Kontinuität ist ein Schlüssel zum Erfolg. Wer im Winter sein Trainingsgerät hingegen nie anrührt, startet im Frühling wieder bei Null. Wer seine Leistung optimieren will und auch während den Wintermonaten von den positiven Effekten des Ausdauertrainings profitieren möchte, plant deshalb eine Trainingspause nach dem Saisonhöhepunkt fix ein und nimmt danach das regelmässige Training wieder auf.

Kleine und grosse Ziele setzen

Ohne Ziel ist bekanntlich kein Weg der richtige. Wenn du ein Ziel hast und weisst, warum du es erreichen willst, findest du einen Weg und gibst nicht auf halber Strecke auf. 
So erreichst du deine Ziele in 3 Schritten:

  1. Bestimme zuerst ein realistisches Ziel. Stell dir den Endzustand ganz genau vor. Wie fühlst du dich dabei? Was ist anders als heute? Wie wirst du dich belohnen, wenn du dein Ziel erreicht hast?
  2. Überleg dir, warum du das Ziel erreichen willst. Es sind deine Emotionen, die dich antreiben. Mach dir deshalb genaue Gedanken, was dir ganz persönlich wichtig ist. Wofür bist du bereit, dich wirklich anzustrengen?
  3. Schreib auf, wie du dein Ziel erreichen willst. Was schwarz auf weiss vorliegt, wirkt verbindlicher und verpflichtend. Am besten hängst du das Blatt dorthin, wo du täglich mindestens einmal hinschaust.

Beispiel

Ziel:
3x pro Woche laufen

Warum: 
Ich möchte wieder das gute Laufgefühl haben und mich insgesamt fitter fühlen.

Weg:
Ich besorge mir warme Laufutensilien und Licht.
Ich löse ein Trainingsplan Abo und weiss damit immer, wie lange und wie schnell ich laufen soll.
Ich plane die drei Trainingseinheiten fix in meiner Agenda ein.
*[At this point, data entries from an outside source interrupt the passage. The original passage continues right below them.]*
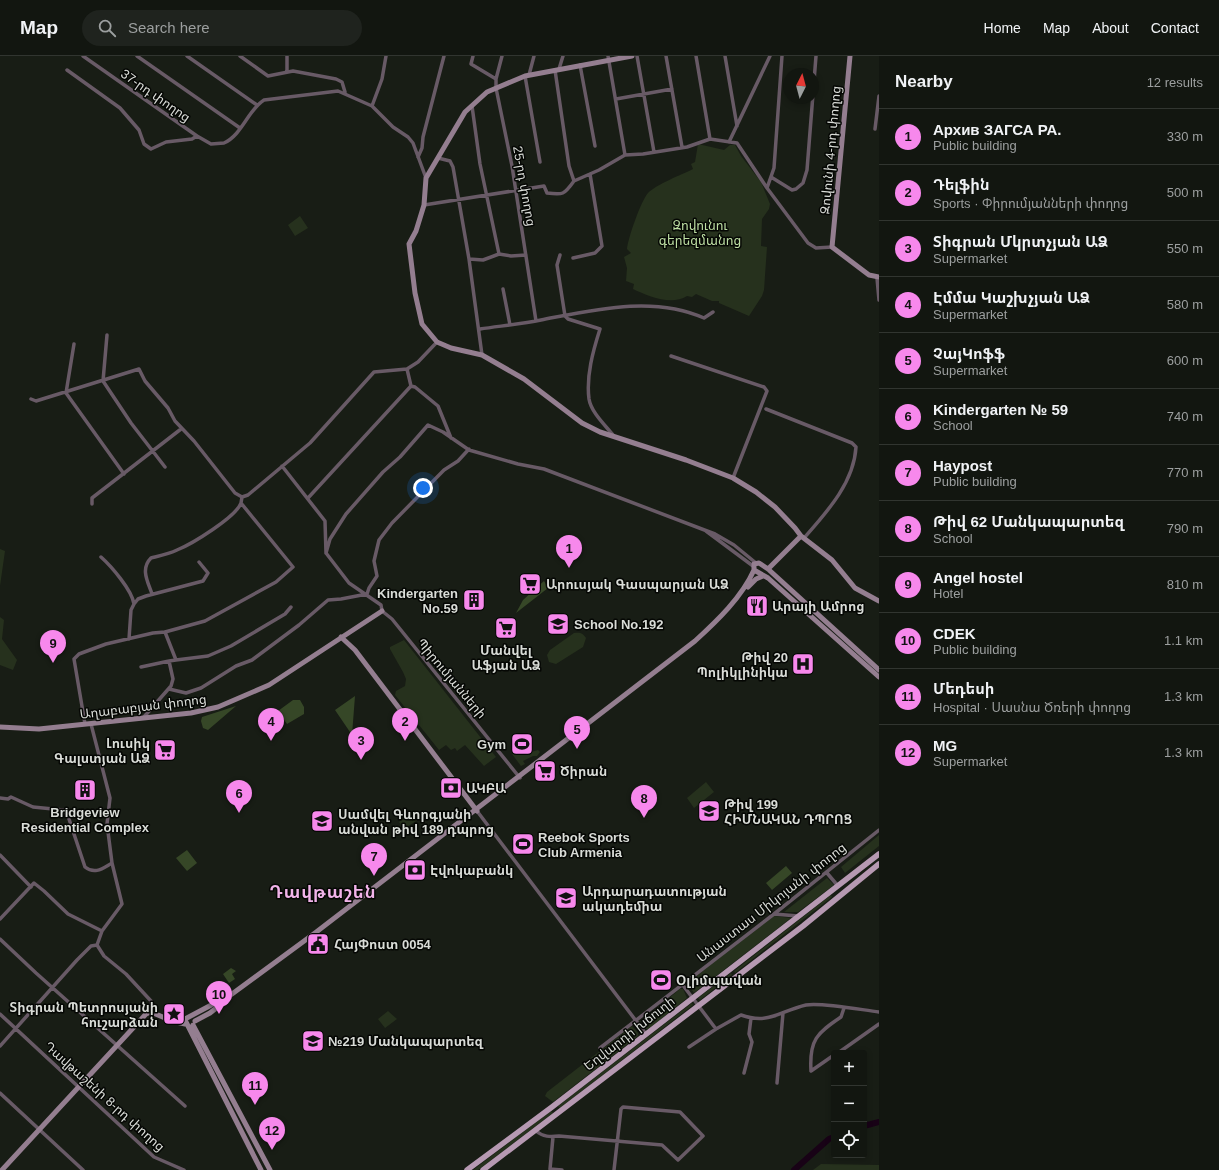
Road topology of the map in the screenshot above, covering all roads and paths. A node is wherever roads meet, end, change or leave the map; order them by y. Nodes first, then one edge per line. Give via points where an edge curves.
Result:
1 (83, 56) edge
2 (137, 56) edge
3 (187, 56) edge
4 (240, 56) edge
5 (287, 56) edge
6 (386, 56) edge
7 (444, 56) edge
8 (473, 56) edge
9 (502, 56) edge
10 (534, 56) edge
11 (562, 56) edge
12 (632, 56) edge
13 (637, 56) edge
14 (666, 56) edge
15 (696, 56) edge
16 (725, 56) edge
17 (770, 56) edge
18 (782, 56) edge
19 (816, 56) edge
20 (850, 56) edge
21 (608, 58) edge
22 (580, 65) junction
23 (557, 69) junction
24 (67, 70) dead end
25 (288, 72) junction
26 (527, 75) junction
27 (496, 79) junction
28 (496, 88) junction
29 (672, 89) junction
30 (345, 92) junction
31 (644, 93) junction
32 (879, 96) edge
33 (616, 99) junction
34 (257, 104) junction
35 (372, 106) junction
36 (472, 106) junction
37 (738, 126) junction
38 (240, 128) junction
39 (875, 129) dead end
40 (197, 136) junction
41 (710, 139) junction
42 (730, 142) junction
43 (595, 146) dead end
44 (682, 147) junction
45 (654, 152) junction
46 (625, 155) junction
47 (418, 157) junction
48 (438, 158) junction
49 (540, 162) dead end
50 (590, 174) junction
51 (772, 177) junction
52 (426, 178) junction
53 (574, 181) junction
54 (767, 188) junction
55 (515, 191) junction
56 (487, 195) junction
57 (459, 199) junction
58 (424, 205) junction
59 (832, 247) junction
60 (499, 254) junction
61 (526, 255) junction
62 (560, 255) dead end
63 (573, 258) dead end
64 (469, 259) junction
65 (878, 277) edge
66 (502, 289) dead end
67 (879, 300) edge
68 (713, 312) dead end
69 (564, 316) junction
70 (536, 321) junction
71 (510, 325) junction
72 (480, 329) junction
73 (107, 335) dead end
74 (437, 342) junction
75 (74, 344) dead end
76 (482, 355) junction
77 (671, 356) dead end
78 (407, 369) junction
79 (102, 381) junction
80 (411, 386) junction
81 (66, 393) junction
82 (31, 399) dead end
83 (766, 409) dead end
84 (182, 429) junction
85 (613, 435) junction
86 (451, 438) junction
87 (469, 449) junction
88 (153, 451) junction
89 (282, 466) junction
90 (165, 467) dead end
91 (124, 474) junction
92 (733, 478) junction
93 (242, 497) junction
94 (308, 498) junction
95 (92, 504) dead end
96 (241, 504) junction
97 (802, 537) junction
98 (326, 553) junction
99 (101, 556) dead end
100 (199, 562) dead end
101 (754, 566) junction
102 (767, 574) junction
103 (152, 594) junction
104 (367, 594) junction
105 (879, 601) edge
106 (134, 604) junction
107 (292, 607) dead end
108 (382, 611) junction
109 (165, 632) junction
110 (341, 637) junction
111 (128, 639) junction
112 (176, 660) junction
113 (169, 661) junction
114 (141, 667) dead end
115 (879, 670) edge
116 (879, 677) edge
117 (169, 689) junction
118 (143, 718) junction
119 (85, 724) junction
120 (91, 724) junction
121 (0, 727) edge
122 (520, 778) junction
123 (0, 798) edge
124 (477, 810) junction
125 (879, 830) edge
126 (879, 854) edge
127 (0, 856) edge
128 (112, 864) junction
129 (879, 864) edge
130 (827, 873) junction
131 (848, 878) junction
132 (854, 885) junction
133 (838, 886) junction
134 (31, 887) junction
135 (774, 914) junction
136 (798, 916) junction
137 (0, 919) edge
138 (102, 931) junction
139 (0, 939) edge
140 (97, 944) junction
141 (682, 984) junction
142 (52, 986) junction
143 (692, 998) junction
144 (699, 1006) junction
145 (844, 1008) junction
146 (151, 1012) junction
147 (879, 1012) edge
148 (783, 1013) junction
149 (0, 1014) edge
150 (751, 1018) junction
151 (635, 1020) junction
152 (190, 1022) junction
153 (879, 1024) edge
154 (16, 1028) junction
155 (716, 1029) junction
156 (646, 1034) junction
157 (117, 1045) junction
158 (0, 1046) edge
159 (689, 1047) dead end
160 (600, 1048) dead end
161 (842, 1050) edge
162 (831, 1057) edge
163 (744, 1073) dead end
164 (777, 1083) dead end
165 (79, 1086) junction
166 (0, 1093) edge
167 (185, 1106) dead end
168 (552, 1107) junction
169 (557, 1115) junction
170 (40, 1129) junction
171 (536, 1131) junction
172 (553, 1137) junction
173 (617, 1141) junction
174 (2, 1170) edge
175 (83, 1170) edge
176 (184, 1170) edge
177 (262, 1170) edge
178 (270, 1170) edge
179 (467, 1170) edge
180 (483, 1170) edge
181 (562, 1170) edge
182 (614, 1170) edge

1 - 40 street, 37-րդ փողոց
2 - 38 street
3 - 34 street
4 - 25 street via 268,76
5 - 25 street
6 - 35 street via 382,79
7 - 47 street
8 - 27 street via 471,64
9 - 27 street, 25-րդ փողոց
10 - 26 street
11 - 23 street
12 - 21 street
13 - 31 street
14 - 29 street
15 - 41 street
16 - 37 street
17 - 37 street
18 - 51 street
19 - 51 street via 804,180 792,190
20 - 59 street, Զովունի 4-րդ փողոց
21 - 22 street
21 - 33 street
22 - 23 street
22 - 43 street
23 - 26 street
23 - 53 street via 569,166
24 - 40 street via 120,108 139,130 148,148
25 - 30 street via 304,72 336,79 342,82
26 - 28 street
26 - 49 street
27 - 28 street, 25-րդ փողոց
28 - 36 street
28 - 55 street, 25-րդ փողոց
29 - 31 street
29 - 44 street
30 - 34 street via 272,98
30 - 35 street
31 - 33 street
31 - 45 street
32 - 39 street
33 - 46 street
34 - 38 street, 37-րդ փողոց
35 - 47 street via 393,127 408,137
36 - 48 street via 460,120
36 - 56 street
37 - 42 street
38 - 40 street, 37-րդ փողոց via 224,143 211,144
41 - 42 street
41 - 44 street
42 - 54 street via 737,144
44 - 45 street
45 - 46 street
46 - 50 street
47 - 52 street
48 - 52 street
48 - 57 street via 450,161
50 - 53 street
50 - 63 street via 602,246 596,253
51 - 54 street
52 - 58 street
53 - 55 street via 562,194 547,193 544,186
54 - 59 street via 808,243 816,248
55 - 56 street
55 - 61 street, 25-րդ փողոց
56 - 57 street
56 - 60 street
57 - 58 street
57 - 64 street
58 - 74 street via 409,244 419,315 424,329
59 - 65 street via 869,274
60 - 61 street
60 - 64 street via 483,260
61 - 70 street, 25-րդ փողոց
62 - 69 street via 557,265
64 - 72 street
65 - 67 street
66 - 71 street
68 - 69 street via 704,318 690,311 642,305
69 - 70 street
69 - 85 street via 600,329 590,365 589,400 596,414
70 - 71 street
71 - 72 street
72 - 76 street
73 - 79 street
74 - 76 street
74 - 78 street via 418,362
75 - 81 street
76 - 85 street via 524,379 582,423
77 - 92 street via 764,387 767,391
78 - 80 street
78 - 89 street via 374,372 310,444
79 - 81 street
79 - 84 street via 139,369 145,381
79 - 88 street
80 - 86 street via 415,386 438,406
80 - 94 street
81 - 82 street via 36,401
81 - 91 street
83 - 97 street via 852,443 856,447 838,498
84 - 88 street
84 - 93 street via 235,494
85 - 92 street
86 - 87 street
86 - 98 street via 428,425 346,514 330,539
87 - 101 street via 544,469 715,534 734,545
87 - 104 street via 392,523 379,540 374,561 377,576
88 - 90 street
88 - 91 street
89 - 93 street via 248,495
89 - 94 street
91 - 95 street via 92,498
92 - 97 street via 761,496
93 - 96 street
94 - 98 street via 325,521
96 - 103 street via 236,513 194,541 176,551 151,558 145,567 145,574
96 - 109 street via 293,567 276,582 229,609 205,621
97 - 102 street
97 - 105 street via 832,560 855,588
98 - 104 street, Պիրումյանների via 349,583
99 - 106 street via 132,596
100 - 103 street via 208,573 203,581
101 - 102 street
101 - 102 street
101 - 122 street via 743,589 702,634
102 - 115 street
102 - 116 street
102 - 122 street via 752,582 700,640
103 - 106 street via 138,599
104 - 108 street, Պիրումյանների via 381,605
104 - 117 street via 328,600 252,660 236,666 201,688 186,693
106 - 111 street
107 - 112 street via 285,614 231,646 208,656
108 - 110 street, Աղաբաբյան փողոց
108 - 122 street, Պիրումյանների via 392,619
109 - 111 street
109 - 112 street
110 - 118 street, Աղաբաբյան փողոց via 253,693 215,708
110 - 124 street via 355,650
111 - 119 street via 99,646 79,654 74,659
112 - 113 street
113 - 114 street
113 - 117 street via 173,679
117 - 118 street
118 - 120 street, Աղաբաբյան փողոց
119 - 120 street, Աղաբաբյան փողոց
119 - 121 street, Աղաբաբյան փողոց via 39,729
120 - 128 street via 110,798 107,824
122 - 124 street
123 - 128 street via 11,797 33,807 63,810 68,816 85,867 100,870
124 - 151 street
124 - 152 street via 296,947
125 - 130 street, Անաստաս Միկոյանի փողոց
126 - 131 main road, Եղվարդի խճուղի
127 - 134 street
128 - 138 street via 122,904
129 - 132 main road, Եղվարդի խճուղի
130 - 133 street
130 - 135 street, Անաստաս Միկոյանի փողոց
131 - 132 main road
131 - 133 main road, Եղվարդի խճուղի
132 - 144 main road, Եղվարդի խճուղի
133 - 136 main road, Եղվարդի խճուղի
134 - 137 street
134 - 138 street via 36,884 68,914
135 - 136 street
135 - 141 street, Անաստաս Միկոյանի փողոց
136 - 143 main road, Եղվարդի խճուղի
138 - 140 street
139 - 142 street
140 - 142 street via 91,946
140 - 146 street via 104,956 126,974 151,1001
141 - 143 street
141 - 151 street, Անաստաս Միկոյանի փողոց
142 - 154 street
142 - 157 street
143 - 144 street
143 - 156 main road, Եղվարդի խճուղի
144 - 155 street
144 - 169 main road, Եղվարդի խճուղի
145 - 147 street
145 - 148 street via 806,1005
145 - 162 street via 841,1017 824,1028 813,1042 811,1071
146 - 152 street via 167,1019
146 - 157 street via 146,1014
148 - 150 street via 770,1018
148 - 164 street
149 - 154 street, Դավթաշենի 8-րդ փողոց
150 - 155 street via 741,1015
150 - 163 street via 749,1034 752,1042
151 - 156 street
151 - 160 street, Անաստաս Միկոյանի փողոց
152 - 177 street
152 - 178 street
153 - 161 street
154 - 158 street
154 - 165 street, Դավթաշենի 8-րդ փողոց
155 - 159 street
156 - 168 main road, Եղվարդի խճուղի
157 - 165 street
157 - 167 street
165 - 170 street
165 - 176 street, Դավթաշենի 8-րդ փողոց via 154,1157
166 - 170 street
168 - 169 main road
168 - 179 main road, Եղվարդի խճուղի
169 - 171 main road, Եղվարդի խճուղի
170 - 174 street
170 - 175 street
171 - 172 street
171 - 180 main road, Եղվարդի խճուղի
172 - 173 street
172 - 181 street via 550,1169
173 - 173 street via 623,1107 680,1112 703,1136 678,1160 662,1145
173 - 182 street

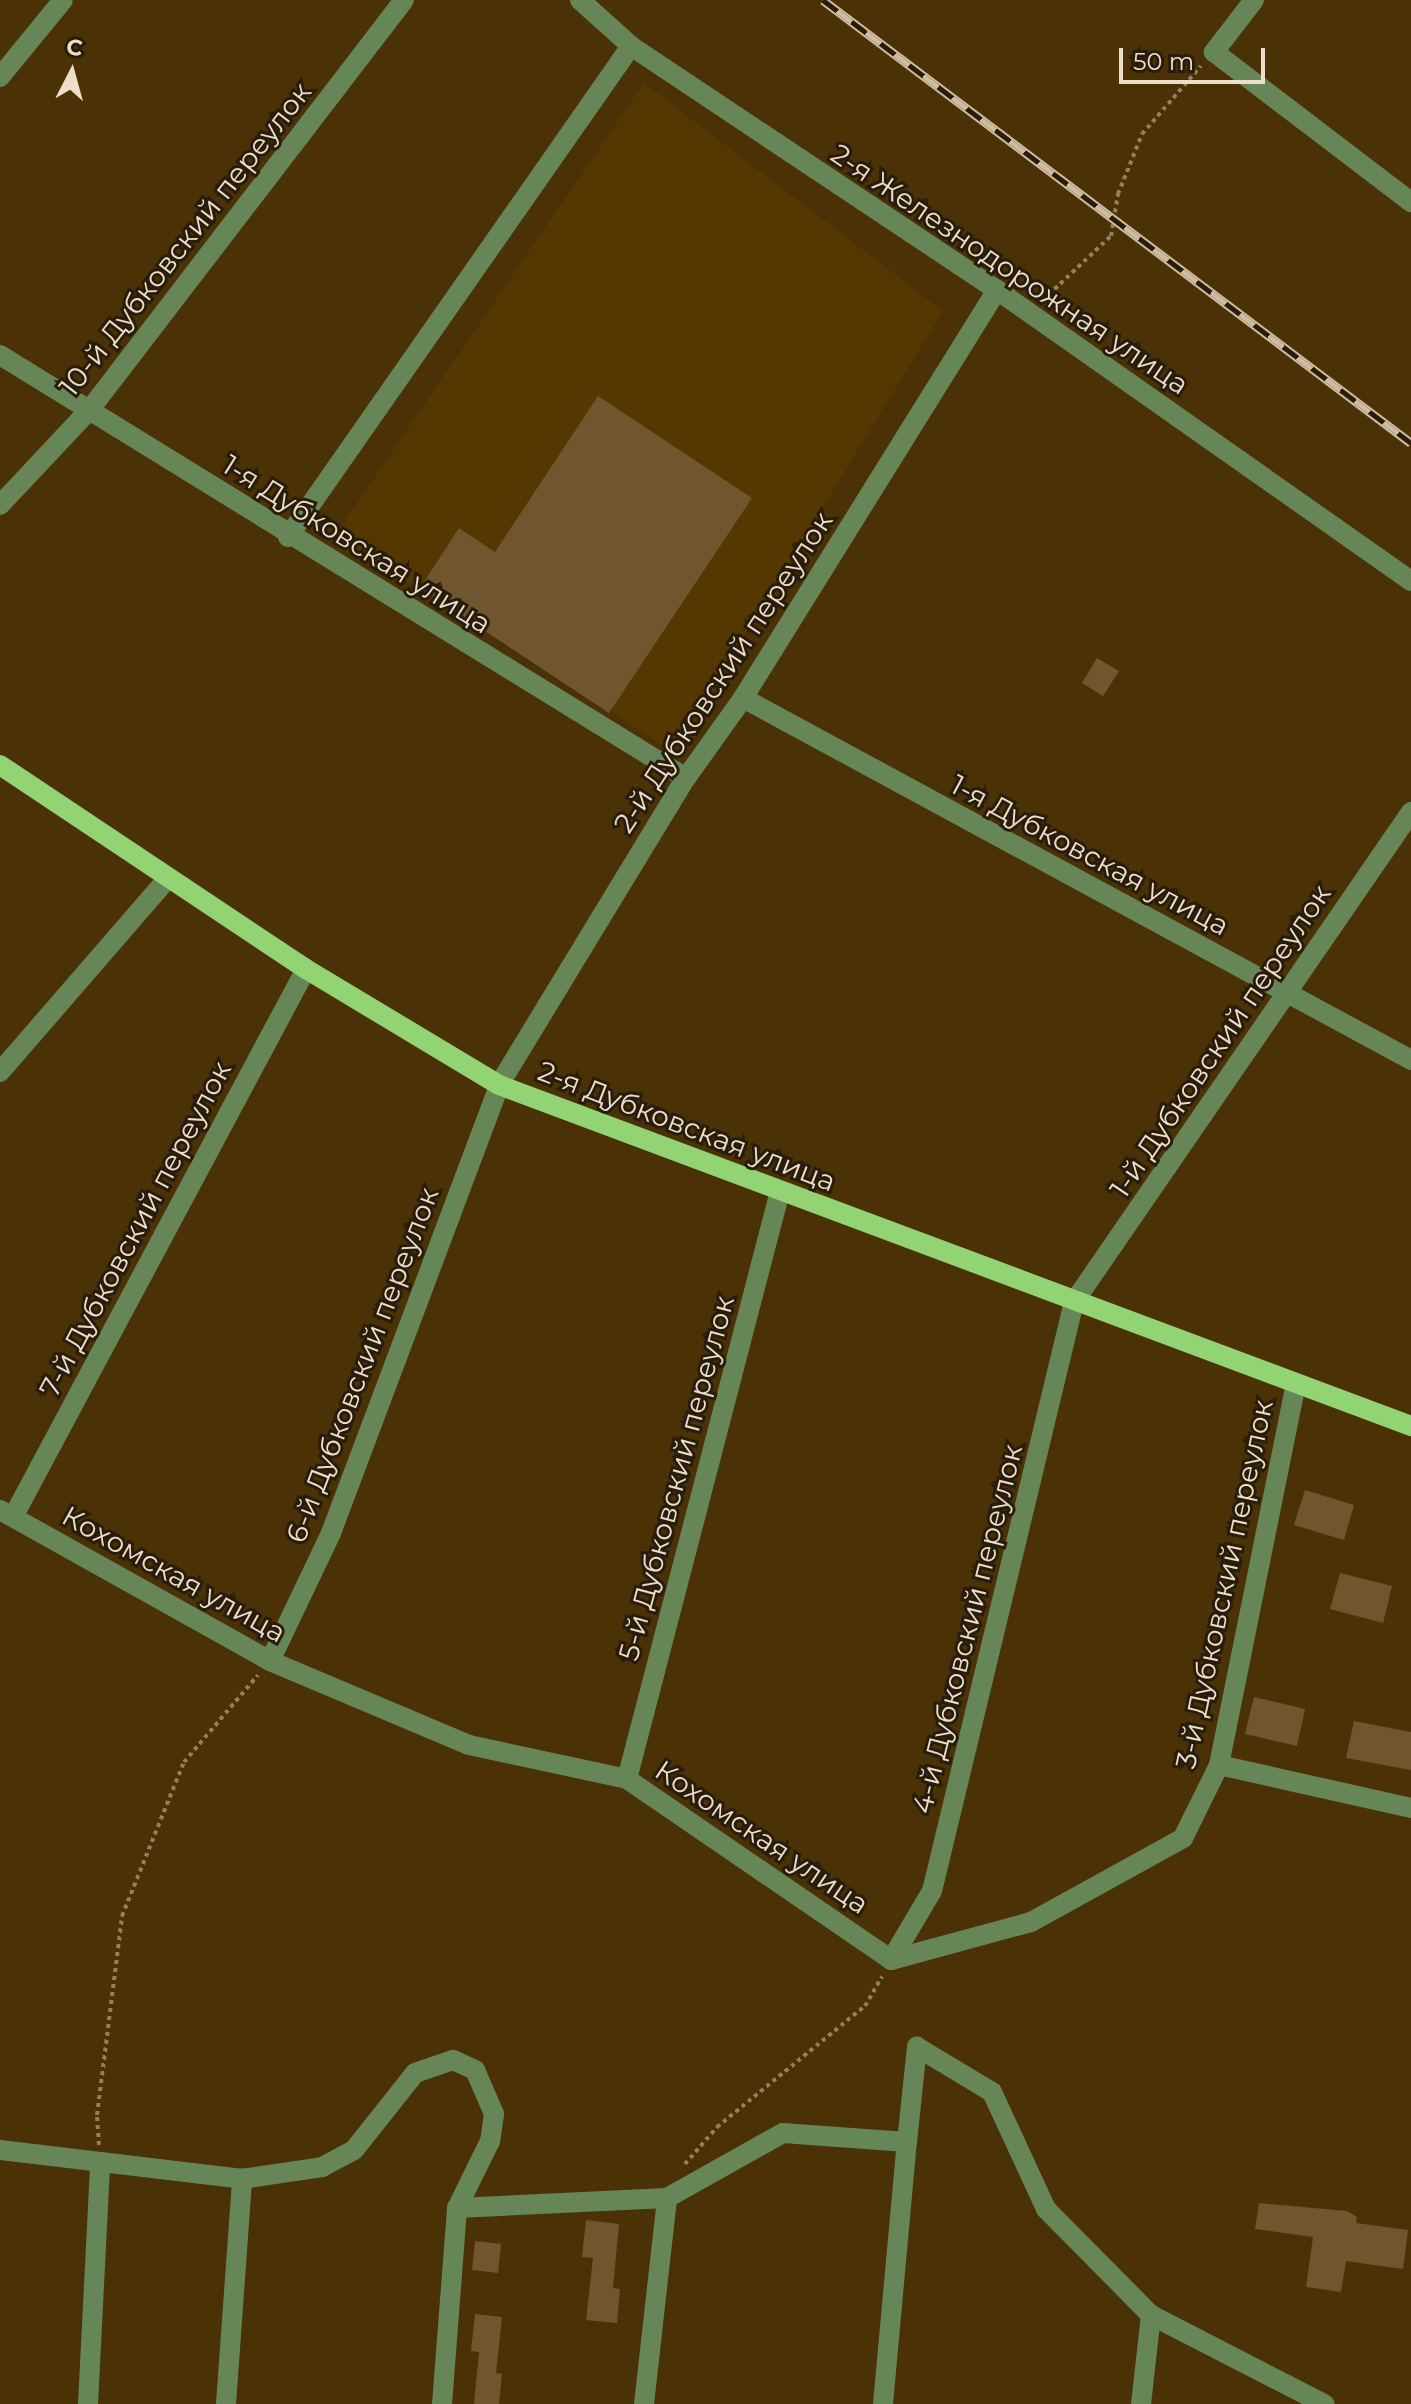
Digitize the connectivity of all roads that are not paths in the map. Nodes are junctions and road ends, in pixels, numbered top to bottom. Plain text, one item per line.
1 (63, 0) edge
2 (404, 0) edge
3 (580, 0) edge
4 (1254, 0) edge
5 (631, 46) junction
6 (0, 77) edge
7 (1411, 202) edge
8 (997, 290) junction
9 (0, 355) edge
10 (91, 408) junction
11 (0, 505) edge
12 (288, 537) junction
13 (1411, 581) edge
14 (743, 698) junction
15 (2, 770) edge
16 (686, 778) junction
17 (1411, 812) edge
18 (167, 879) junction
19 (306, 969) junction
20 (1287, 994) junction
21 (1411, 1060) edge
22 (0, 1072) edge
23 (499, 1085) junction
24 (780, 1191) junction
25 (1074, 1302) junction
26 (1296, 1384) junction
27 (1411, 1426) edge
28 (6, 1513) edge
29 (270, 1661) junction
30 (1219, 1765) junction
31 (627, 1779) junction
32 (1411, 1808) edge
33 (891, 1960) junction
34 (907, 2142) junction
35 (0, 2150) edge
36 (100, 2164) junction
37 (242, 2179) junction
38 (667, 2198) junction
39 (457, 2208) junction
40 (1151, 2315) junction
41 (88, 2404) edge
42 (226, 2404) edge
43 (442, 2404) edge
44 (644, 2404) edge
45 (883, 2404) edge
46 (1141, 2404) edge
47 (1324, 2404) edge

1 - 6 street
2 - 10 street, 10-й Дубковский переулок
3 - 5 street, 2-я Железнодорожная улица
4 - 7 street
5 - 8 street, 2-я Железнодорожная улица
5 - 12 street
8 - 13 street, 2-я Железнодорожная улица
8 - 14 street, 2-й Дубковский переулок
9 - 10 street, 1-я Дубковская улица
10 - 11 street, 10-й Дубковский переулок
10 - 12 street, 1-я Дубковская улица
12 - 16 street, 1-я Дубковская улица
14 - 16 street, 2-й Дубковский переулок
14 - 20 street, 1-я Дубковская улица
15 - 18 main road, 2-я Дубковская улица
16 - 23 street, 2-й Дубковский переулок
17 - 20 street, 1-й Дубковский переулок
18 - 19 main road, 2-я Дубковская улица
18 - 22 street
19 - 23 main road, 2-я Дубковская улица
19 - 28 street, 7-й Дубковский переулок
20 - 21 street, 1-я Дубковская улица
20 - 25 street, 1-й Дубковский переулок
23 - 24 main road, 2-я Дубковская улица
23 - 29 street, 6-й Дубковский переулок
24 - 25 main road, 2-я Дубковская улица
24 - 31 street, 5-й Дубковский переулок
25 - 26 main road, 2-я Дубковская улица
25 - 33 street, 4-й Дубковский переулок
26 - 27 main road, 2-я Дубковская улица
26 - 30 street, 3-й Дубковский переулок
28 - 29 street, Кохомская улица
29 - 31 street, Кохомская улица
30 - 32 street
30 - 33 street, 3-й Дубковский переулок
31 - 33 street, Кохомская улица
34 - 38 street
34 - 40 street
34 - 45 street
35 - 36 street
36 - 37 street
36 - 41 street
37 - 39 street
37 - 42 street
38 - 39 street
38 - 44 street
39 - 43 street
40 - 46 street
40 - 47 street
Mit der richtigen Ausrüstung macht es doppelt Spass

Wer im Winter trainiert, braucht eine entsprechende Ausrüstung für die kälteren Temperaturen und die Dunkelheit. Reflektierende Kleider, eine Stirnlampe oder blinkende Lichter sind Pflicht. Wer auf Schnee läuft, braucht je nachdem andere Schuhe.

Flexibel sein

Wer nicht gerne bei Dunkelheit trainiert, legt sein Training auf die Mittagszeit oder weicht ins Fitnesscenter aus. Auf dem Laufband kann der Dauerlauf prima durchgeführt werden. Zudem bietet es sich an, gleichzeitig auch noch etwas im Bereich Kraft zu tun. Die wichtigsten Tipps dazu gibt es hier.

Alternative Sportarten einbauen

Im Alpenraum gibt es saisonale Sportarten, die sich geradezu als Trainingsalternativen aufdrängen. Wer im Winter regelmässig auf die Langlaufskier steht, wird im Frühling mit Freude feststellen, dass der Leistungszustand top ist.

Stadt-, Weihnachts- und Silvesterläufe als Motivator

Wer sich gerne mit anderen misst, hat im November und Dezember eine Vielzahl an Möglichkeiten, an Laufveranstaltungen teilzunehmen.